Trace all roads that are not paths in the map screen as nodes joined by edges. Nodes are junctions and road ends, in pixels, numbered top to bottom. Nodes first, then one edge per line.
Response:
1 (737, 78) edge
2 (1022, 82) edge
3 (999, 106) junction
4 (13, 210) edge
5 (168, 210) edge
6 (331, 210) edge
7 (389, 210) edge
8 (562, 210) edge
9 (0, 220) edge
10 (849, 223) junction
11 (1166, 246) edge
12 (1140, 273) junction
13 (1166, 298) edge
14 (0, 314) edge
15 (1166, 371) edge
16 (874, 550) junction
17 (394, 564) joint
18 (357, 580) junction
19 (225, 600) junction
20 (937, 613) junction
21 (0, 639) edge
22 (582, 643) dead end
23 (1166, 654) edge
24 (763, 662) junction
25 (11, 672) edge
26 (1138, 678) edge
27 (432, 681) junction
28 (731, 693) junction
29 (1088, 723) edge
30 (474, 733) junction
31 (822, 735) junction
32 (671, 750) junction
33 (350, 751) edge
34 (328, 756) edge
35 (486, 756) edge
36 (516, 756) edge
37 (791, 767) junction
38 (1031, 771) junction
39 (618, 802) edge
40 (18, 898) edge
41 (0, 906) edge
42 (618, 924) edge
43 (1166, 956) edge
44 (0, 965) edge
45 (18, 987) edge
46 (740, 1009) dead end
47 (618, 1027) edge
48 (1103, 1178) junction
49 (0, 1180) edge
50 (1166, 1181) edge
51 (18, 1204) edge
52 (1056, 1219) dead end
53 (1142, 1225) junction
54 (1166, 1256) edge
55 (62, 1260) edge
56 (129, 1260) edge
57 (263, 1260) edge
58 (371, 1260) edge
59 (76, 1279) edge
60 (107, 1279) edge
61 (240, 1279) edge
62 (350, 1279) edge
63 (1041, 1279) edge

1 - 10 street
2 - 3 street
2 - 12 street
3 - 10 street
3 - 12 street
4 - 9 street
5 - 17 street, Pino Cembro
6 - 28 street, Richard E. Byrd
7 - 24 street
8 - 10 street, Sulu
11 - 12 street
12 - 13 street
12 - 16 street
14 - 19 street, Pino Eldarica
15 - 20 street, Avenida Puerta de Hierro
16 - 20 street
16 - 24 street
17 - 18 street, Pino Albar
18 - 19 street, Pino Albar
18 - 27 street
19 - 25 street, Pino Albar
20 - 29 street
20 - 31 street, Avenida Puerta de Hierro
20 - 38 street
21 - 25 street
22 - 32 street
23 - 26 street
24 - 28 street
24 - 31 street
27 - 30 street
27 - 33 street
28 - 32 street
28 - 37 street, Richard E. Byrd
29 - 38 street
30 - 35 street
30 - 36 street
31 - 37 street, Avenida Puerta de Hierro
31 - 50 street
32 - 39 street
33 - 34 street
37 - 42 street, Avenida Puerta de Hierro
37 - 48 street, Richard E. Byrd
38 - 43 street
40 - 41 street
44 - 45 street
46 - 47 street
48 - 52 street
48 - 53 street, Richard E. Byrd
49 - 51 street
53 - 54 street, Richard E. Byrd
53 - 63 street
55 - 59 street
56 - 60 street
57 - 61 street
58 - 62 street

◆ ◆ ◆

* [WHAT YOU WILL DO]: Where a line of the records holds the word "Richard", copy that line.

* [WRITTEN ANSWER]:
6 - 28 street, Richard E. Byrd
28 - 37 street, Richard E. Byrd
37 - 48 street, Richard E. Byrd
48 - 53 street, Richard E. Byrd
53 - 54 street, Richard E. Byrd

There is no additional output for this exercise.